- Born: Andrew Dawson Taylor 1950 (age 75–76) Falkirk
- Education: Denny High School
- Alma mater: University of Glasgow (BSc) University of Oxford (DPhil)
- Awards: Richard Glazebrook Medal and Prize (2006)
- Scientific career
- Institutions: Science and Technology Facilities Council ISIS neutron source
- Thesis: Inelastic neutron scattering by chemical rate processes (1976)

= Andrew D. Taylor =

British physicist

Andrew Dawson Taylor (born 1950) was director of the Science and Technology Facilities Council National Laboratories – Rutherford Appleton Laboratory, Daresbury Laboratory, and the UK Astronomy Technology Centre in Edinburgh until his retirement in 2019.

==Education==
Taylor was educated at Denny High School, the University of Glasgow and the University of Oxford where he was a postgraduate student of St John's College, Oxford.
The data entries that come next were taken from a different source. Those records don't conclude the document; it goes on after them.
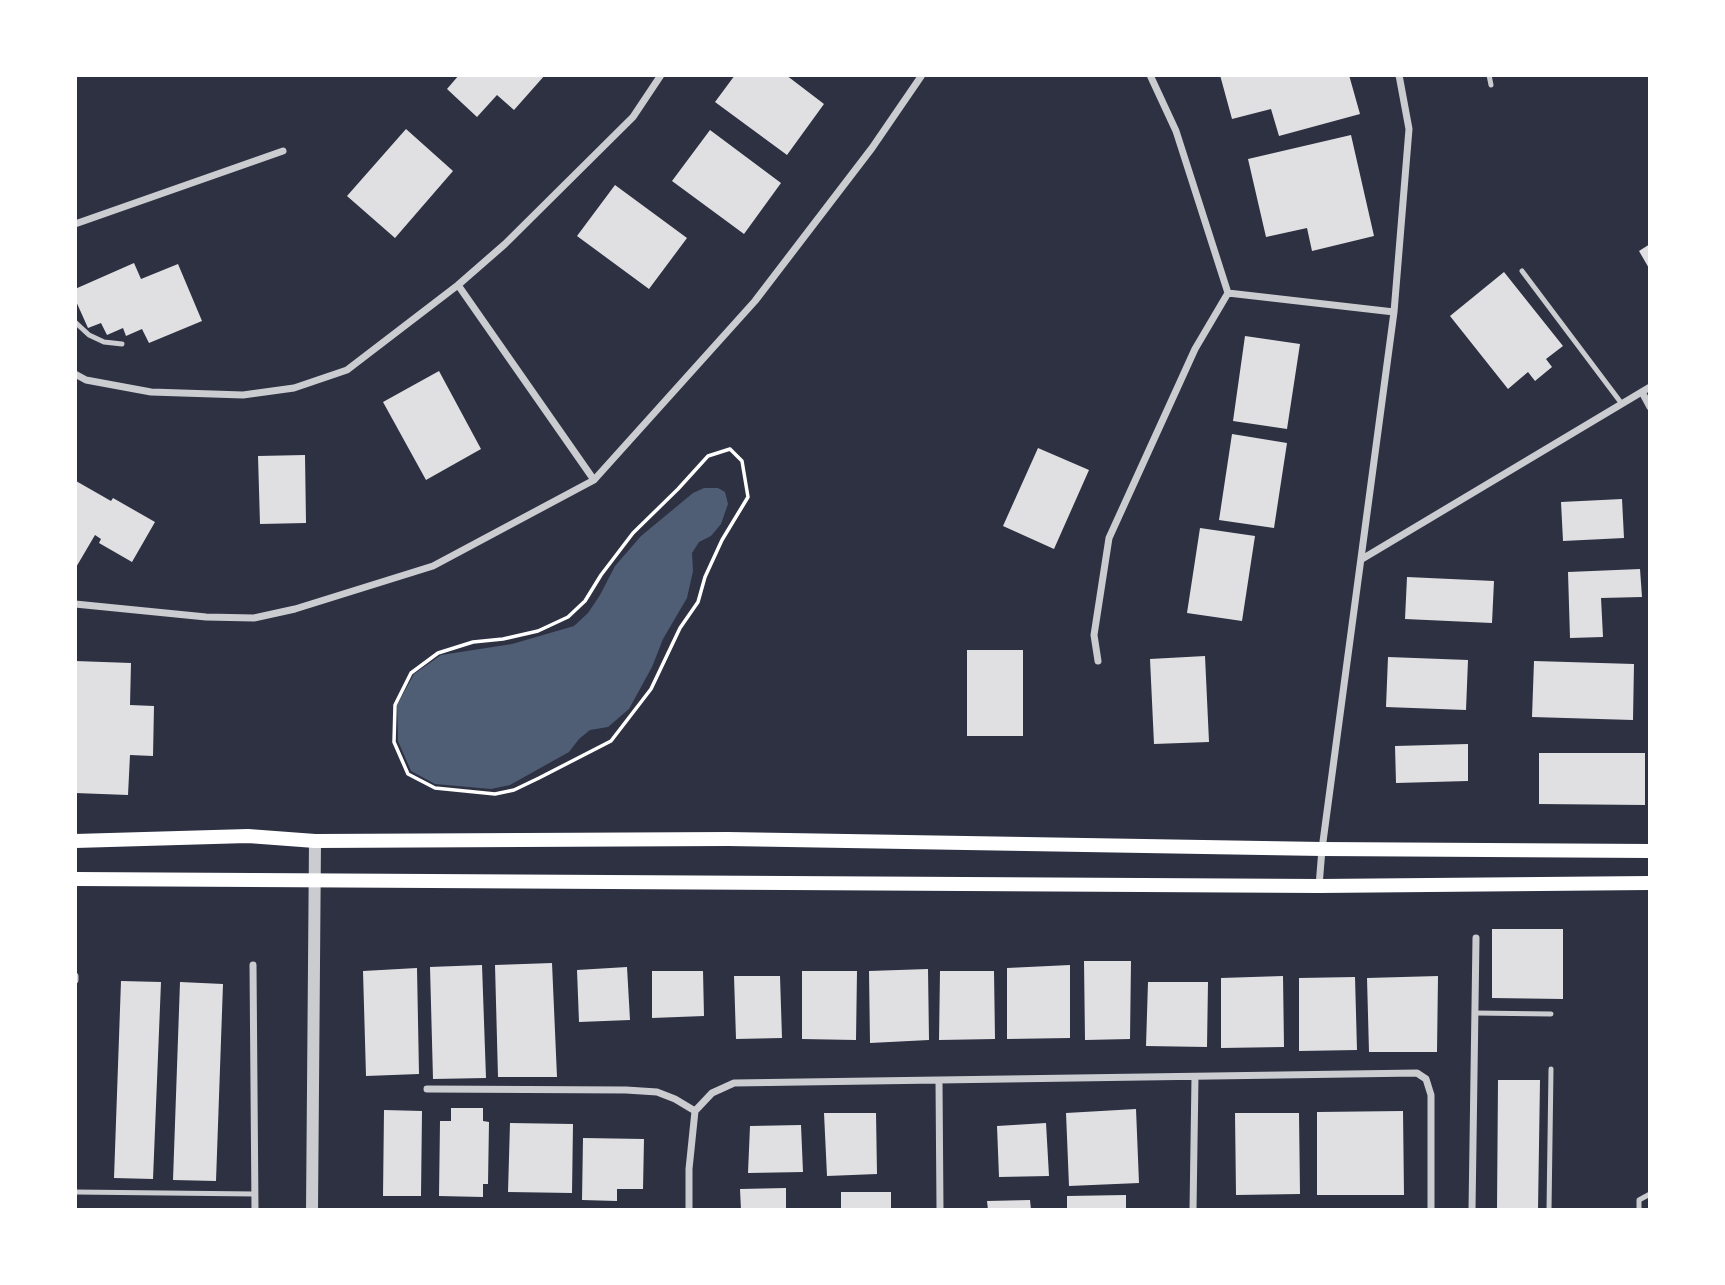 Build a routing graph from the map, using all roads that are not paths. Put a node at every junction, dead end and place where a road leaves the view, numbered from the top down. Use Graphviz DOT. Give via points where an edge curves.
graph roads {
  1 [pos="661,75"];
  2 [pos="922,75"];
  3 [pos="1150,75"];
  4 [pos="1399,75"];
  5 [pos="1489,75"];
  6 [pos="1491,85"];
  7 [pos="284,150"];
  8 [pos="75,223"];
  9 [pos="1522,271"];
  10 [pos="458,285"];
  11 [pos="1228,293"];
  12 [pos="1394,313"];
  13 [pos="75,322"];
  14 [pos="122,344"];
  15 [pos="75,374"];
  16 [pos="1650,387"];
  17 [pos="1642,392"];
  18 [pos="1622,404"];
  19 [pos="1650,407"];
  20 [pos="594,481"];
  21 [pos="1362,559"];
  22 [pos="75,604"];
  23 [pos="1098,661"];
  24 [pos="75,841"];
  25 [pos="315,841"];
  26 [pos="1322,849"];
  27 [pos="1650,850"];
  28 [pos="75,879"];
  29 [pos="315,880"];
  30 [pos="1650,883"];
  31 [pos="1319,886"];
  32 [pos="1476,938"];
  33 [pos="253,965"];
  34 [pos="1475,1013"];
  35 [pos="1551,1014"];
  36 [pos="1551,1069"];
  37 [pos="1195,1077"];
  38 [pos="939,1080"];
  39 [pos="427,1089"];
  40 [pos="695,1111"];
  41 [pos="75,1192"];
  42 [pos="255,1194"];
  43 [pos="1650,1194"];
  44 [pos="255,1210"];
  45 [pos="312,1210"];
  46 [pos="689,1210"];
  47 [pos="940,1210"];
  48 [pos="1193,1210"];
  49 [pos="1431,1210"];
  50 [pos="1472,1210"];
  51 [pos="1549,1210"];
  52 [pos="1639,1210"];
  1 -- 10 [label="street" via="633,117"];
  2 -- 20 [label="street" via="755,301"];
  3 -- 11 [label="street" via="1176,131"];
  4 -- 12 [label="street" via="1409,129"];
  5 -- 6 [label="lane"];
  7 -- 8 [label="street"];
  9 -- 18 [label="lane"];
  10 -- 15 [label="street" via="348,370 294,387 243,395 151,392"];
  10 -- 20 [label="street"];
  11 -- 12 [label="street"];
  11 -- 23 [label="street" via="1195,349 1109,538 1094,635"];
  12 -- 21 [label="street"];
  13 -- 14 [label="lane" via="89,335"];
  16 -- 17 [label="street"];
  17 -- 18 [label="street"];
  17 -- 19 [label="street"];
  18 -- 21 [label="street"];
  20 -- 22 [label="street" via="433,566 295,609 254,618 206,617"];
  21 -- 26 [label="street"];
  24 -- 25 [label="main road" via="248,836"];
  25 -- 26 [label="main road" via="728,839"];
  25 -- 29 [label="street"];
  26 -- 27 [label="main road"];
  26 -- 31 [label="street"];
  28 -- 29 [label="main road"];
  29 -- 31 [label="main road"];
  29 -- 45 [label="street"];
  30 -- 31 [label="main road"];
  32 -- 34 [label="street"];
  33 -- 42 [label="street"];
  34 -- 35 [label="lane"];
  34 -- 50 [label="street"];
  36 -- 51 [label="lane"];
  37 -- 38 [label="street"];
  37 -- 48 [label="street"];
  37 -- 49 [label="street" via="1417,1073 1426,1079 1432,1095"];
  38 -- 40 [label="street" via="734,1083 712,1093"];
  38 -- 47 [label="street"];
  39 -- 40 [label="street" via="657,1092"];
  40 -- 46 [label="street"];
  41 -- 42 [label="lane"];
  42 -- 44 [label="street"];
  43 -- 52 [label="lane" via="1639,1200"];
} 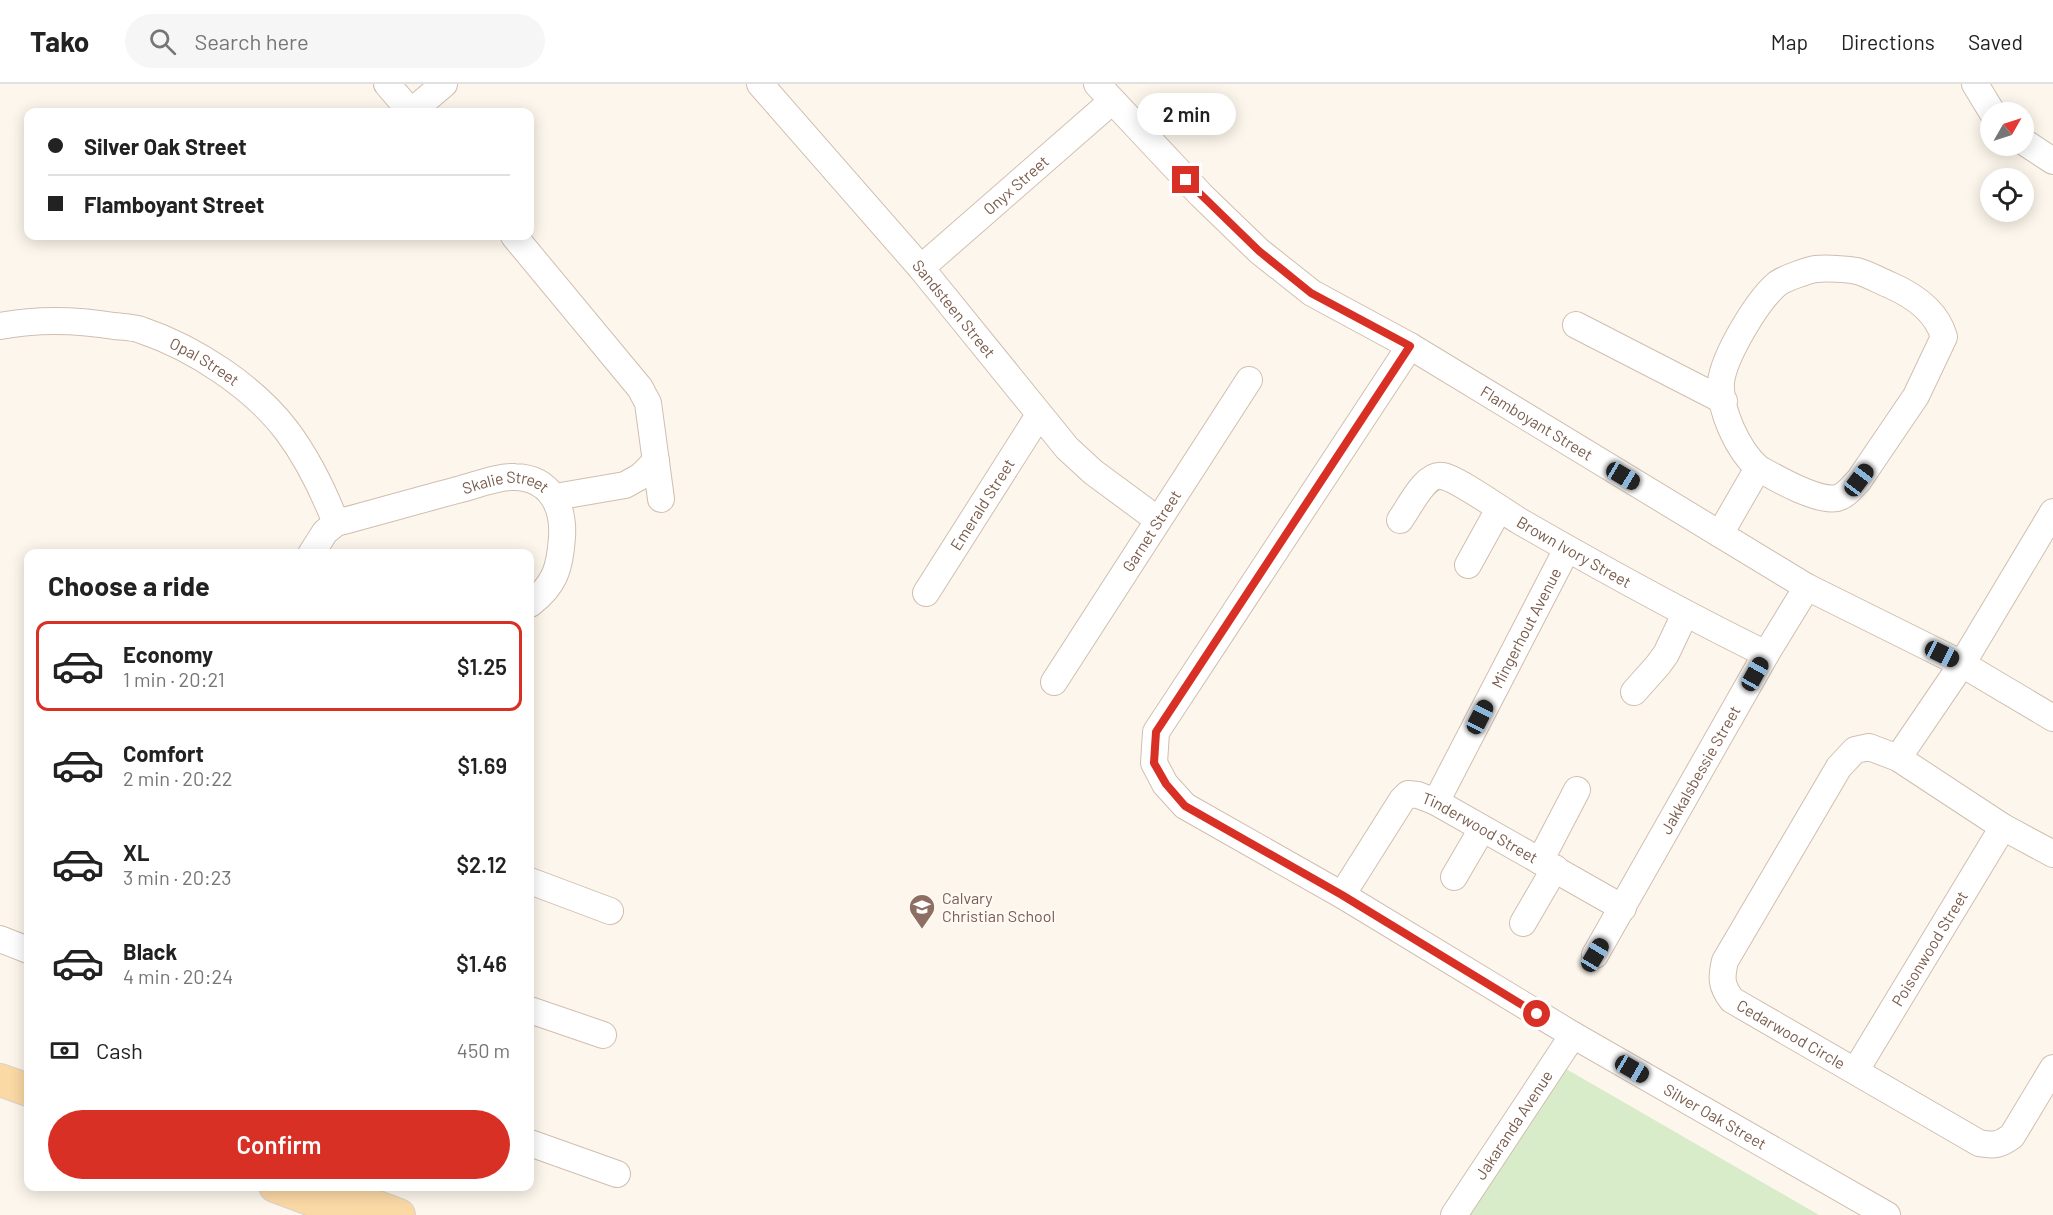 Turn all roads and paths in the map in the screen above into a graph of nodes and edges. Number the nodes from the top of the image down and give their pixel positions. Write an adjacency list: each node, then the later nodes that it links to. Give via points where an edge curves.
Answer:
1 (387, 84): 7 (street)
2 (444, 84): 8 (street)
3 (760, 84): 12 (street, Sandsteen Street)
4 (1975, 84): 6 (street)
5 (1104, 93): 12 (street, Onyx Street); 15 (street, Flamboyant Street, via 1259,251 1311,293)
6 (1986, 102)
7 (408, 108)
8 (416, 108)
9 (2034, 149): 10 (street)
10 (2053, 161)
11 (517, 240): 19 (street, via 640,388 648,402)
12 (921, 268): 18 (street, Sandsteen Street)
13 (1576, 325): 17 (street)
14 (0, 326): 27 (street, Opal Street, via 92,323 140,330 189,351 247,388 285,429 324,491)
15 (1410, 346): 28 (street, Flamboyant Street); 50 (street, Silver Oak Street, via 1156,732 1154,763 1185,806)
16 (1249, 380): 25 (street, Garnet Street)
17 (1724, 401): 20 (street, via 1733,434); 20 (street, via 1723,371 1739,337 1779,282 1815,269 1857,271 1900,289 1940,323 1944,337 1916,396 1848,492 1837,498 1817,495)
18 (1039, 415): 25 (street, Sandsteen Street, via 1093,472); 33 (street, Emerald Street)
19 (656, 461): 21 (street, via 625,485); 22 (street)
20 (1758, 468): 28 (street)
21 (555, 497): 27 (street, Skalie Street, via 531,480 514,476); 34 (street, Skalie Street, via 563,521 560,565 553,582)
22 (661, 499)
23 (1499, 509): 26 (street, Brown Ivory Street, via 1441,475 1422,486); 30 (street, Brown Ivory Street); 31 (street)
24 (2053, 512): 37 (street)
25 (1158, 520): 38 (street, Garnet Street)
26 (1400, 520)
27 (336, 524): 29 (street, via 325,532)
28 (1720, 534): 32 (street, Flamboyant Street)
29 (314, 549)
30 (1568, 549): 35 (street, Brown Ivory Street); 43 (street, Mingerhout Avenue)
31 (1468, 565)
32 (1807, 587): 36 (street, Jakkalsbessie Street); 37 (street, Flamboyant Street)
33 (926, 593)
34 (534, 601)
35 (1685, 614): 36 (street, Brown Ivory Street); 39 (street, via 1666,654)
36 (1766, 654): 51 (street, Jakkalsbessie Street)
37 (1962, 664): 40 (street, Flamboyant Street); 41 (street)
38 (1054, 682)
39 (1634, 692)
40 (2053, 718)
41 (1898, 758): 44 (street, Cedarwood Circle); 62 (street, Cedarwood Circle, via 1869,747 1855,750 1839,767 1725,961 1721,976 1723,989 1732,1000)
42 (1577, 790): 47 (street)
43 (1436, 802): 45 (street, Tinderwood Street); 50 (street, Tinderwood Street, via 1418,795 1402,800)
44 (2003, 827): 46 (street, Cedarwood Circle); 62 (street, Poisonwood Street)
45 (1482, 829): 47 (street, Tinderwood Street); 48 (street)
46 (2053, 854)
47 (1547, 865): 51 (street, Tinderwood Street); 53 (street)
48 (1454, 877)
49 (534, 882): 52 (street)
50 (1342, 895): 58 (street, Silver Oak Street)
51 (1623, 908): 56 (street, Jakkalsbessie Street)
52 (610, 911)
53 (1523, 923)
54 (0, 939): 55 (street)
55 (24, 948)
56 (1595, 955)
57 (534, 1011): 59 (street)
58 (1537, 1014): 60 (street, Silver Oak Street); 64 (street, via 1544,1041)
59 (603, 1035)
60 (1573, 1035): 64 (street, Jakaranda Avenue); 73 (street, Silver Oak Street)
61 (2053, 1068): 62 (street, Cedarwood Circle, via 2012,1136 1992,1146 1979,1143)
62 (1856, 1070)
63 (0, 1080): 65 (main road)
64 (1542, 1082): 72 (street, Jakaranda Avenue)
65 (24, 1089)
66 (534, 1144): 67 (street)
67 (617, 1174)
68 (288, 1191): 70 (main road)
69 (334, 1191): 71 (main road)
70 (353, 1215)
71 (399, 1215)
72 (1454, 1215)
73 (1887, 1215)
He was awarded a Doctor of Philosophy degree in 1976 for research using inelastic neutron scattering.

==Career and research==
Taylor's research interests are in neutron science, neutron sources and neutron scattering, he is recognised as an international leader in the development of large-scale research facilities and their infrastructures.

===Awards and honours===
Taylor was elected a Fellow of the Royal Society (FRS) in 2019 for "substantial contributions to the improvement of natural knowledge". He was appointed Officer of the Order of the British Empire (OBE) in the 1999 Birthday Honours and Commander of the Order of the British Empire (CBE) in the 2020 New Year Honours for services to science and technology. He was also elected a Fellow of the Institute of Physics (FInstP) and a Fellow of the Royal Society of Edinburgh (FRSE) in 2006. He was awarded the Richard Glazebrook Medal and Prize by the Institute of Physics in 2006.